The Malaysian Federal Constitution is the supreme law of the land, bar none. Any statute or promulgated law or ordinance must comport with the supreme law of the land. The power to appoint a prime minister can only arise when one MP can evidence that he commands the confidence of the majority of MPs in the Dewan Rakyat.
Once this confidence of the majority is ascertained and confirmed, then and only then does Article 43(2) FC become effective and efficient — that the Agong appoints other ministers upon the advice of the prime minister who gained the confidence of the majority of MPs in the Dewan Rakyat.

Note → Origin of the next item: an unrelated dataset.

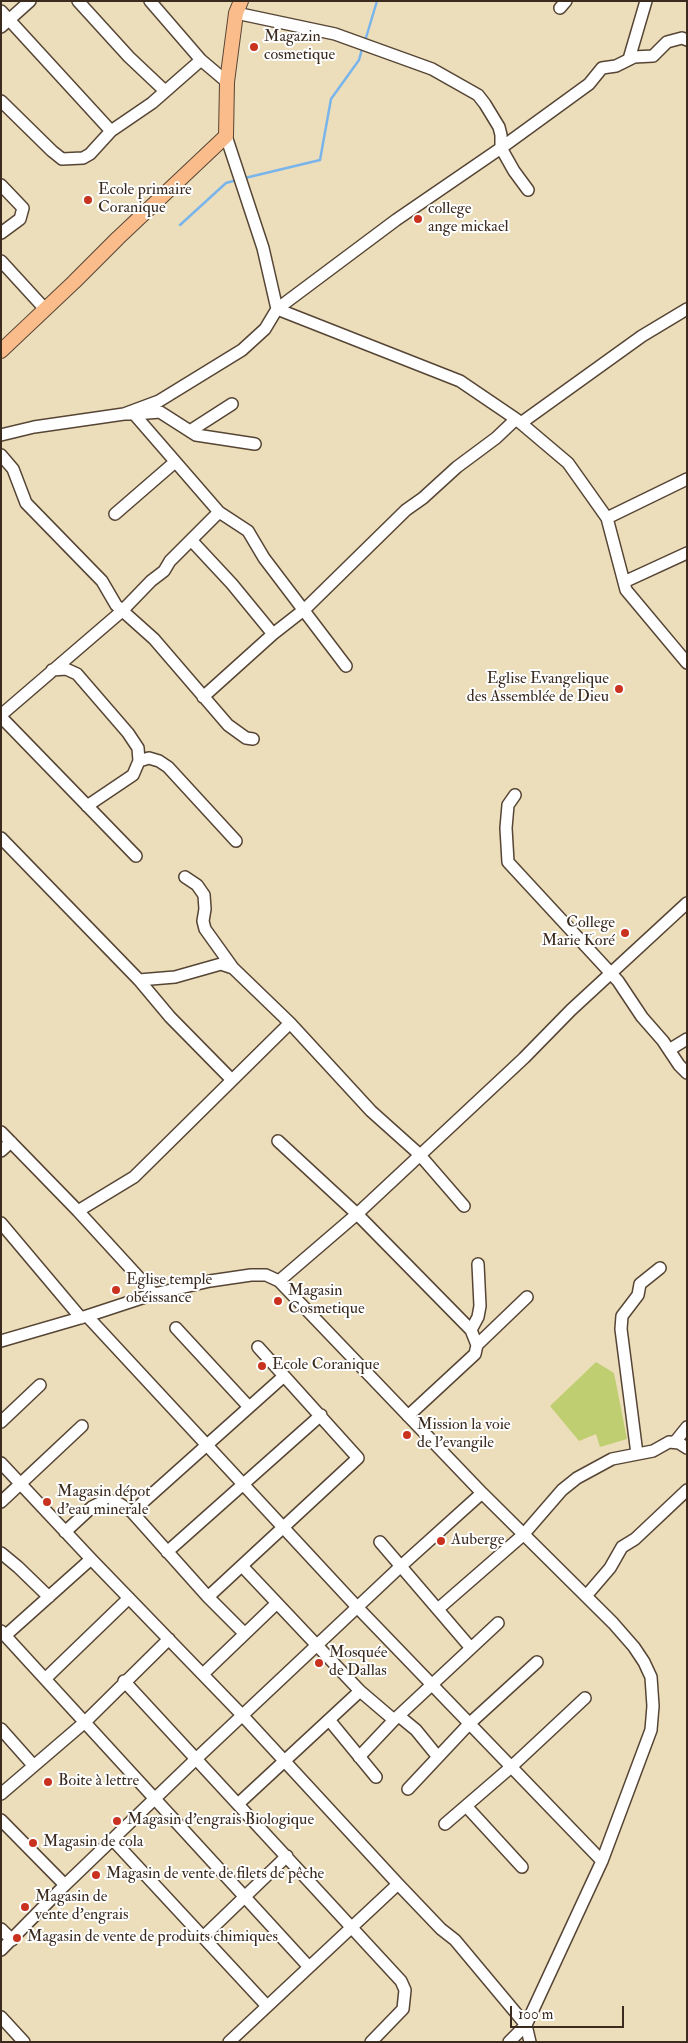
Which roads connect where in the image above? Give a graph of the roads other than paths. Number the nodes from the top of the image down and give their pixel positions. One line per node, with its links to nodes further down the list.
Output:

Here, the advice of the prime minister must be constitutionally, not politically, correct.
This is a huge responsibility upon the Agong who obviously has his brother Rulers to advise him under the wide powers conferred by Article 38 FC. In essence, the Agong’s powers, under the FC, the supreme law of the land, is all-powerful, consummate, omniscient and unimpeded in his official capacity.
The supreme law of the land grants the power and authority to the Agong who is also Supreme Commander of the Malaysian Armed Forces pursuant to Article 41 FC, and His majesty is the only power in temporal Malaysia that can grant a pardon under Article 42 FC.
All said and done, our Agong has gone by the book and the very book is supreme as is His Majesty’s exercise of power and authority to lay down the law within its distinct contours. The Agong’s decision to advise the prime minister to convene Parliament without further delay is certainly motivated by a desire to convince the rakyat that Parliament is the proper venue to form a government once the emergency is lifted when in the Agong’s opinion a grave danger no longer persists as confirmed by Article 150(8).
The views expressed are those of the columnist and do not necessarily reflect the official policy or position of the New Sarawak Tribune.